15. Вопрос культурной ориентации
Начатая боголюбцами и Печатным двором работа настойчиво требовала от них разрешения двух насущных вопросов: первым был вопрос наиболее полного и быстрого предоставления русскому читателю всей сокровищницы традиционной православной богословской мысли; вторым была проблема нахождения нового источника религиозной мысли, способного дать ответ на те вопросы, которые никогда не ставились перед раннехристианскими или византийскими богословами и теперь, в связи с ростом секуляризационных настроений протестантской пропаганды и необходимости лучшей подготовки духовенства, требовали скорейшего решения.
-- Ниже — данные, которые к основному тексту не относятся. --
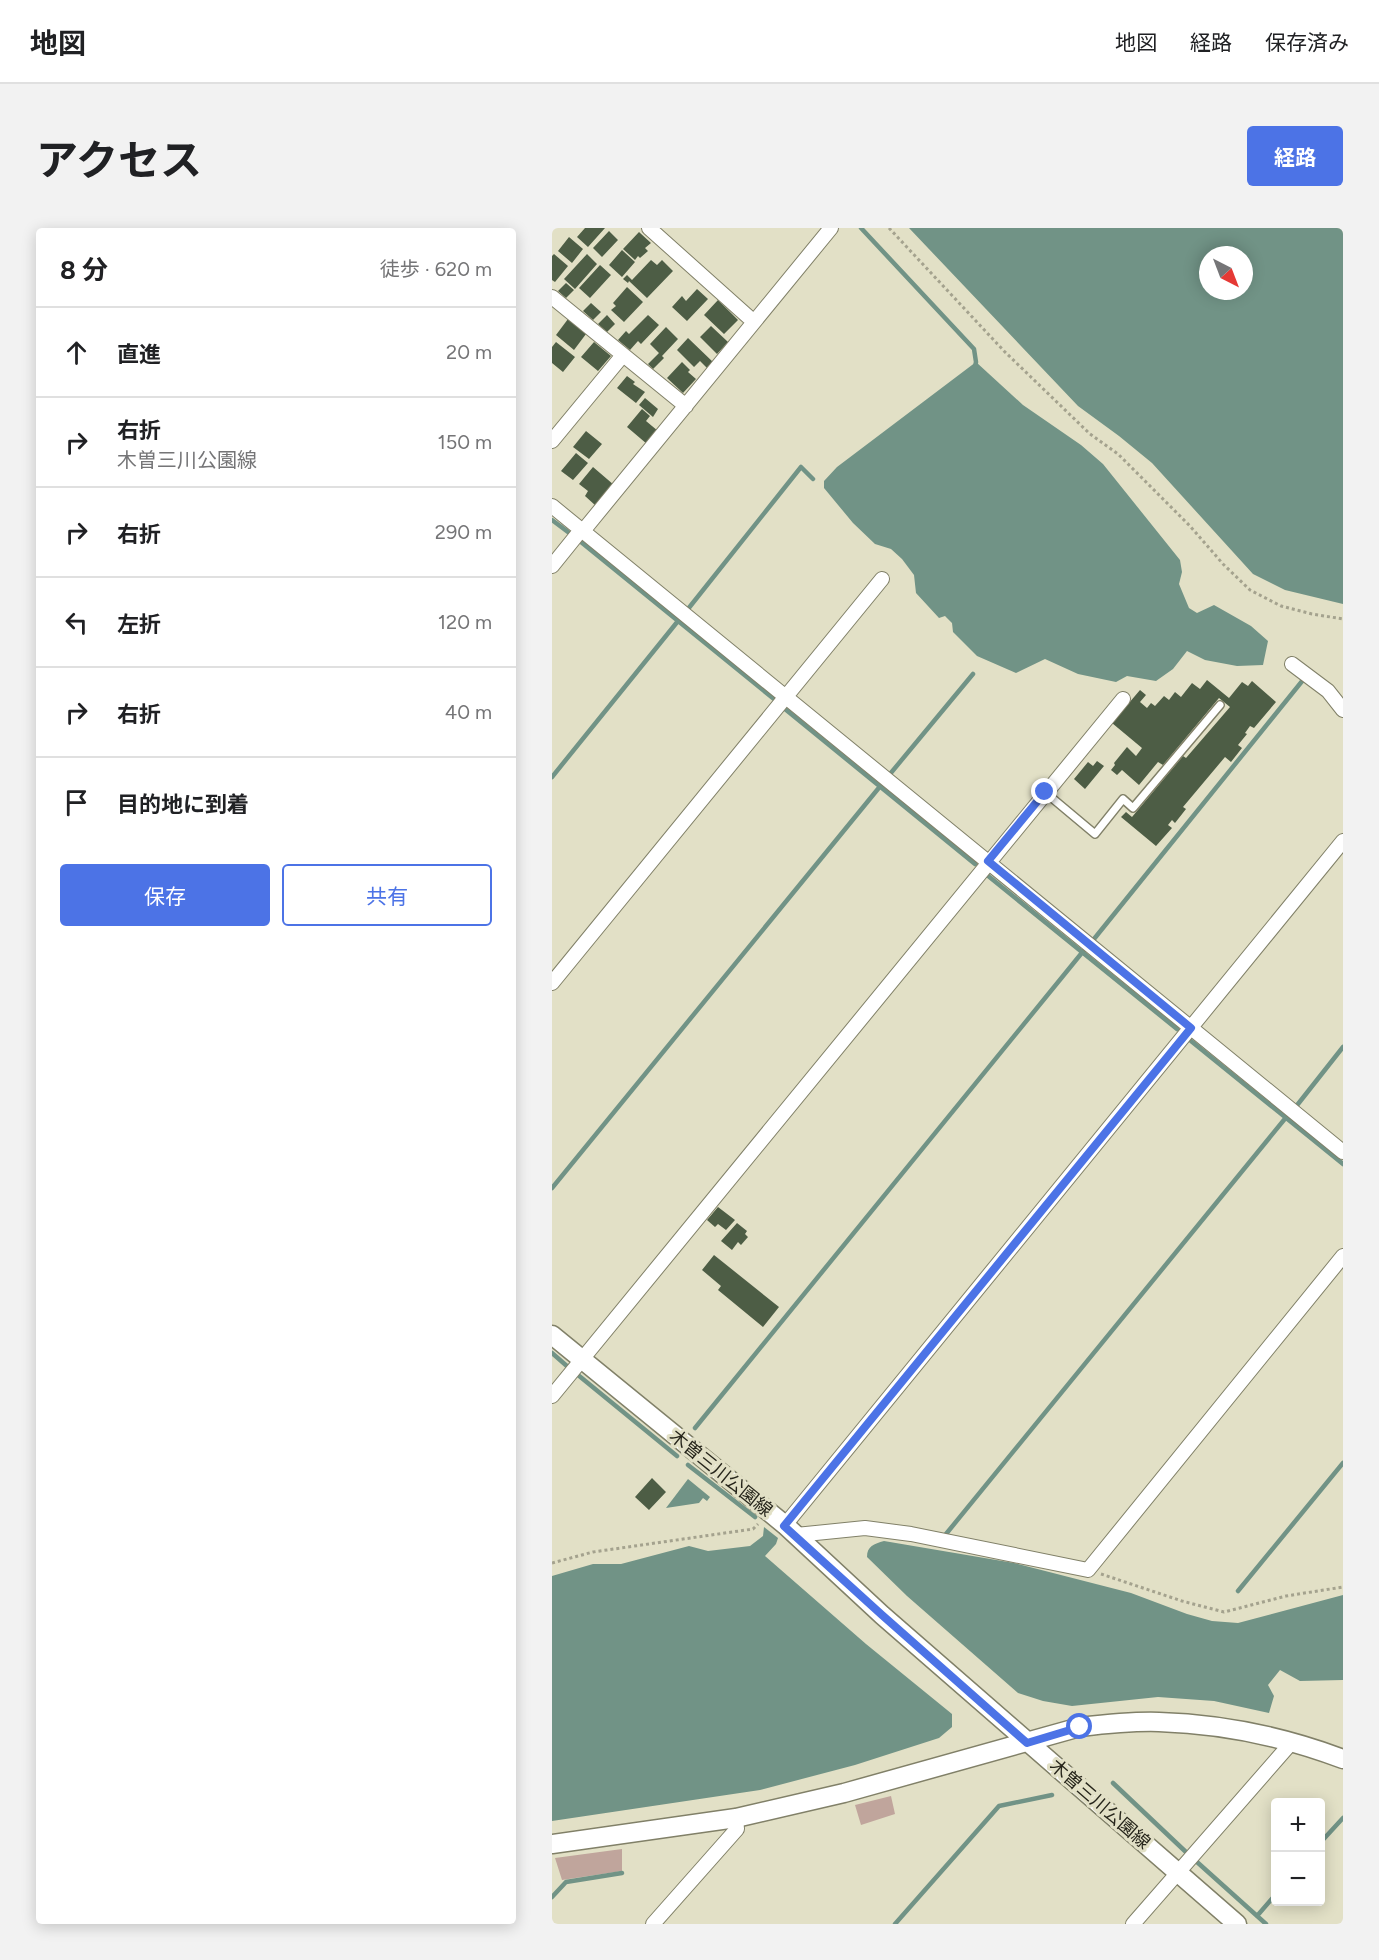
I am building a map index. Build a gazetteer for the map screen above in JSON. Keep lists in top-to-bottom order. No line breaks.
{"streets":{"main road":["木曽三川公園線"]},"north":"bottom right","page":{"header":"地図","nav":["地図","経路","保存済み"],"title":"アクセス","buttons":["経路",["保存","共有"]],"heading":["8 分","徒歩 · 620 m"],"list":[["直進","20 m"],["右折","木曽三川公園線","150 m"],["右折","290 m"],["左折","120 m"],["右折","40 m"],"目的地に到着"],"map_buttons":["+","−"]}}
Богословская мысль раннего христианства и византийского православия была, хотя бы частично, всегда известна русской церкви, но теперь, когда московские умы пытались разрешать много других новых вопросов, наличной богословской литературы далеко не хватало. Печатание таких книг, как “Поучения Ефрема Сирина”, “Лествица Иоанна Лествичника”[132], “Сборник из семидесяти одного слова”[133], “Книга о вере”, “Кириллова книга”, “Собрание краткое об артикуле Веры”, “Евангелие с толкованием” Феофилакта Болгарского, именно и имело целью помочь разрешению этих вопросов; все же этой литературы охваченной религиозным подъемом Московской Руси далеко не хватало. Само печатание книг, подготовка рукописей к изданию, перевод еще не известных Руси трудов отцов церкви, составление полемических и апологетических книг — все это очень осложнялось отсутствием ученых богословов, хорошо знающих греческий и другие языки. Как это ни странно, но, несмотря на семивековую связь русской церкви с Византией, знание греческого языка было сравнительно мало распространено среди русского духовенства и светских образованных людей. Вообще в течение четырех с половиной веков подчинения русской церкви Константинополю (989—1439) греческие митрополиты и епископы за это продолжительное время не сделали ни малейшего усилия, чтобы создать богословское образование на Руси; по крайней мере об этом не сохранилось никаких сведений. Так как греков никак нельзя упрекнуть в пренебрежении их собственной школой и культурой, то остается только предположить, что византийская церковь, в противоположность католическим миссионерам Запада, которые всегда сочетали проповедь своей веры с подготовкой кадров церкви, вовсе не старалась поднять духовный и образовательный уровень русского духовенства.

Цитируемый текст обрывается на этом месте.